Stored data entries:
# # # #
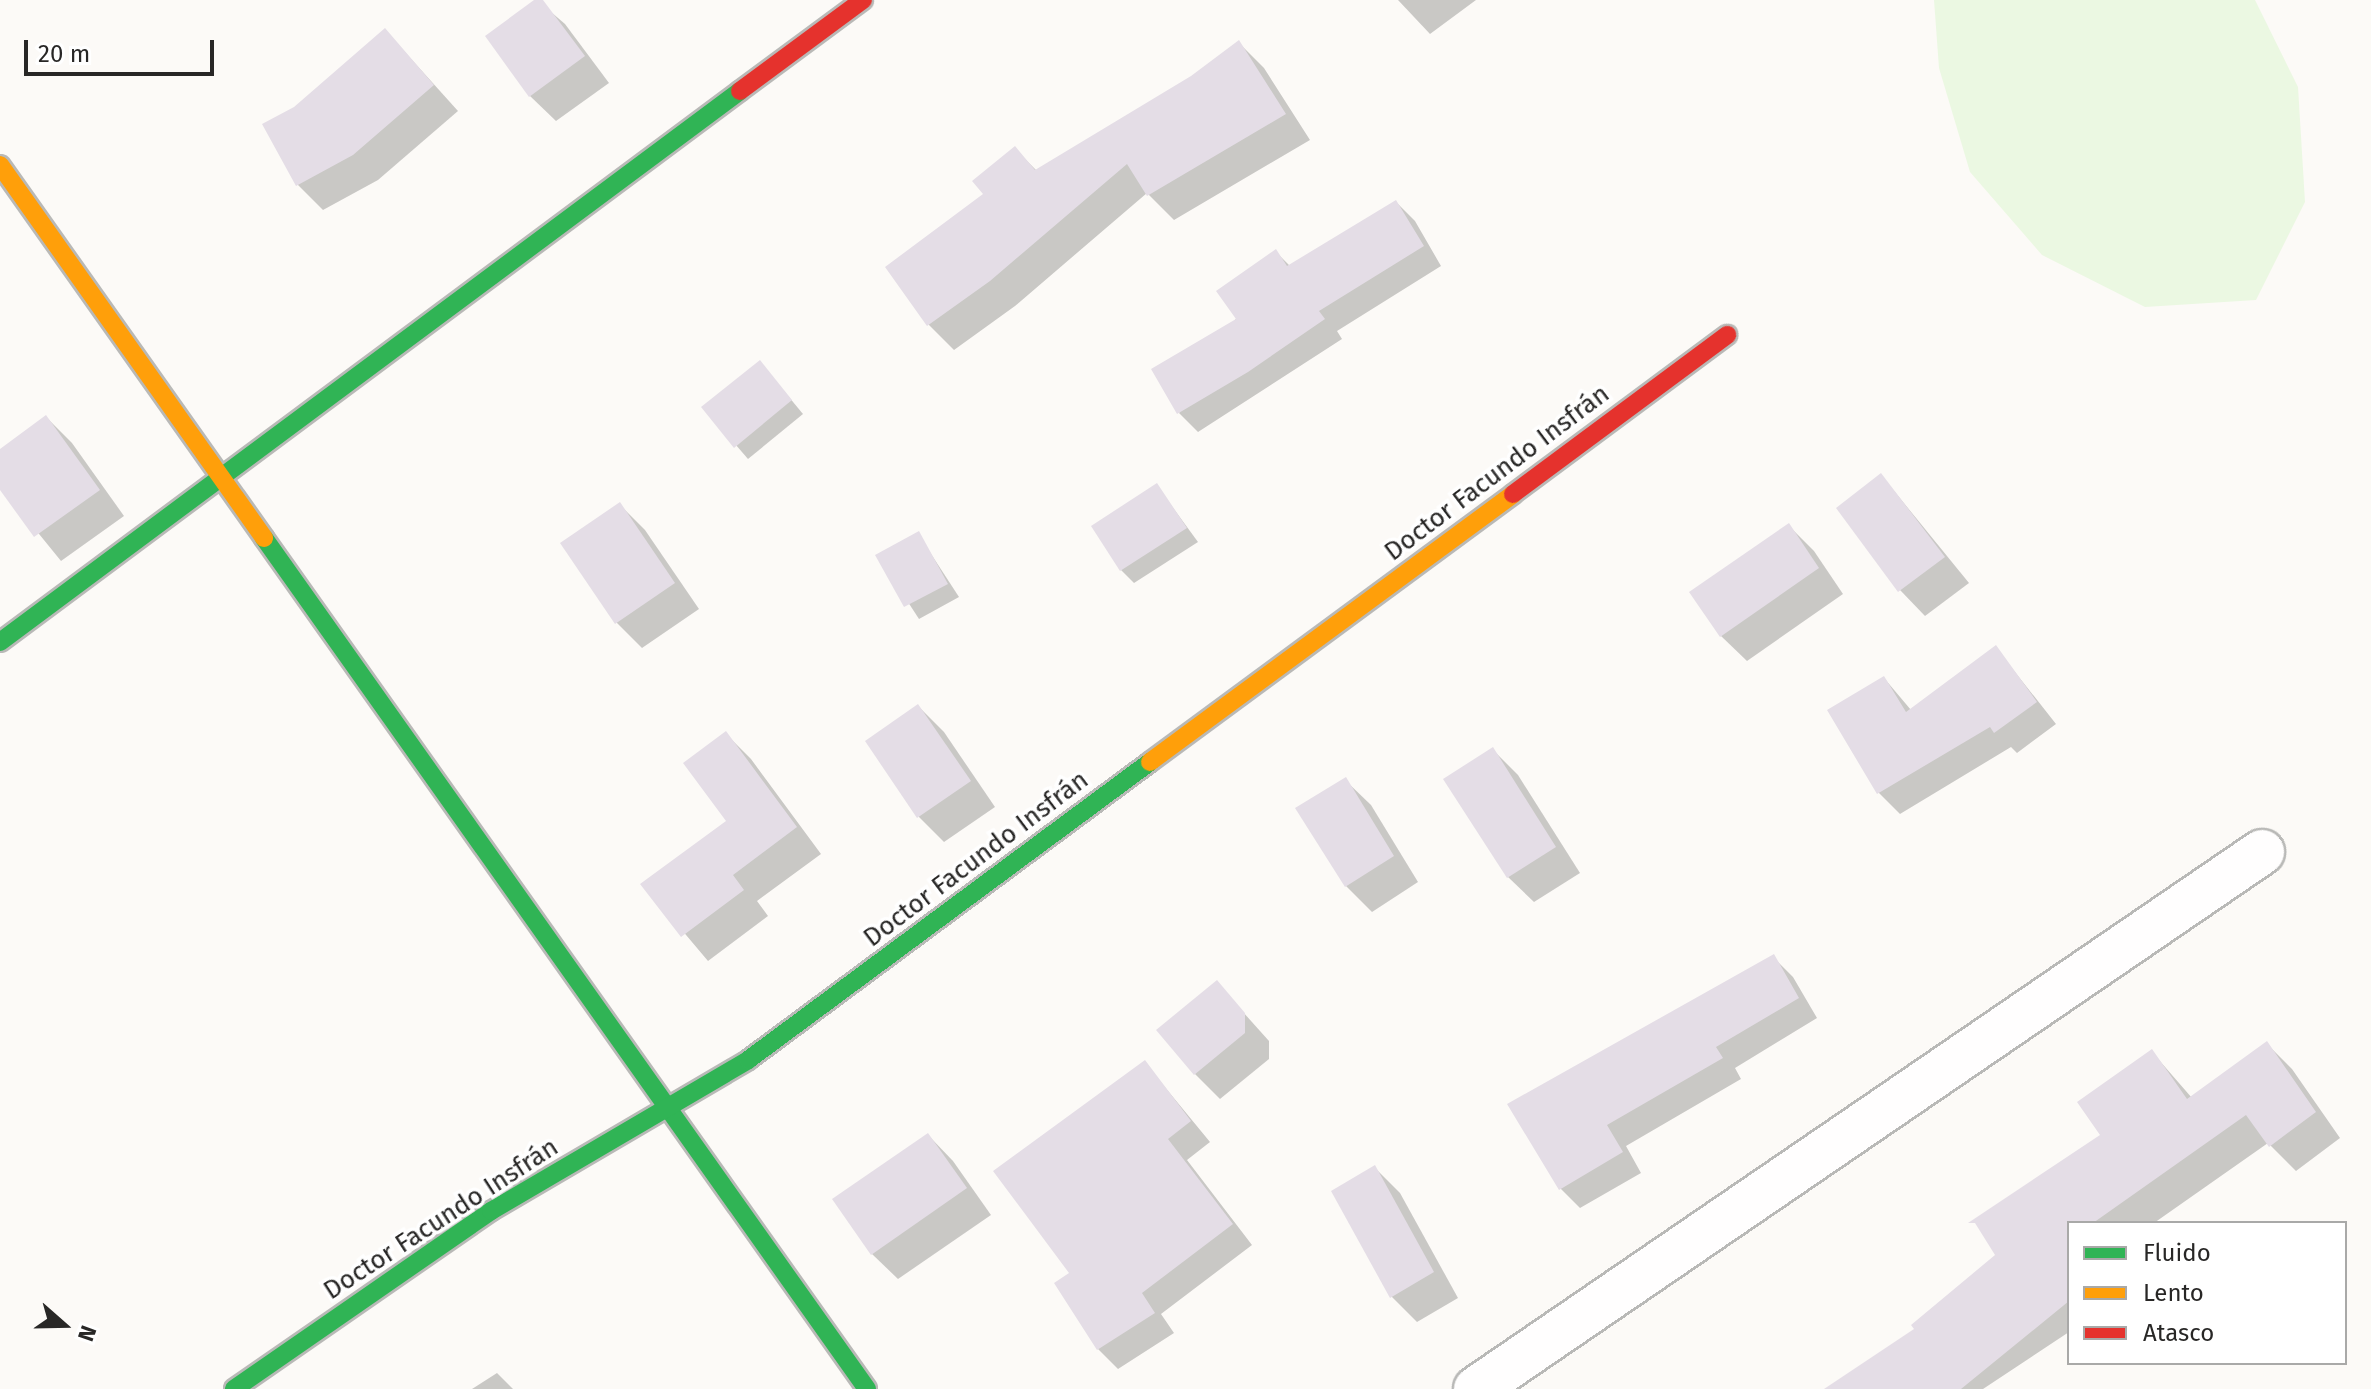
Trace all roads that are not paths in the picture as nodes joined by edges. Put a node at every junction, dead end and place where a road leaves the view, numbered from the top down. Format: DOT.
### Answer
graph roads {
  1 [pos="863,0"];
  2 [pos="0,165"];
  3 [pos="1727,335"];
  4 [pos="221,478"];
  5 [pos="0,642"];
  6 [pos="2262,852"];
  7 [pos="667,1108"];
  8 [pos="234,1389"];
  9 [pos="867,1389"];
  10 [pos="1476,1389"];
  1 -- 4 [label="street"];
  2 -- 4 [label="street"];
  3 -- 7 [label="street, Doctor Facundo Insfrán"];
  4 -- 5 [label="street"];
  4 -- 7 [label="street"];
  6 -- 10 [label="street"];
  7 -- 8 [label="street, Doctor Facundo Insfrán"];
  7 -- 9 [label="street"];
}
# # # #
All of the lines above should be retyped precisely, apart from the pictures.

### FINISHED TASK
Trace all roads that are not paths in the picture as nodes joined by edges. Put a node at every junction, dead end and place where a road leaves the view, numbered from the top down. Format: DOT.
### Answer
graph roads {
  1 [pos="863,0"];
  2 [pos="0,165"];
  3 [pos="1727,335"];
  4 [pos="221,478"];
  5 [pos="0,642"];
  6 [pos="2262,852"];
  7 [pos="667,1108"];
  8 [pos="234,1389"];
  9 [pos="867,1389"];
  10 [pos="1476,1389"];
  1 -- 4 [label="street"];
  2 -- 4 [label="street"];
  3 -- 7 [label="street, Doctor Facundo Insfrán"];
  4 -- 5 [label="street"];
  4 -- 7 [label="street"];
  6 -- 10 [label="street"];
  7 -- 8 [label="street, Doctor Facundo Insfrán"];
  7 -- 9 [label="street"];
}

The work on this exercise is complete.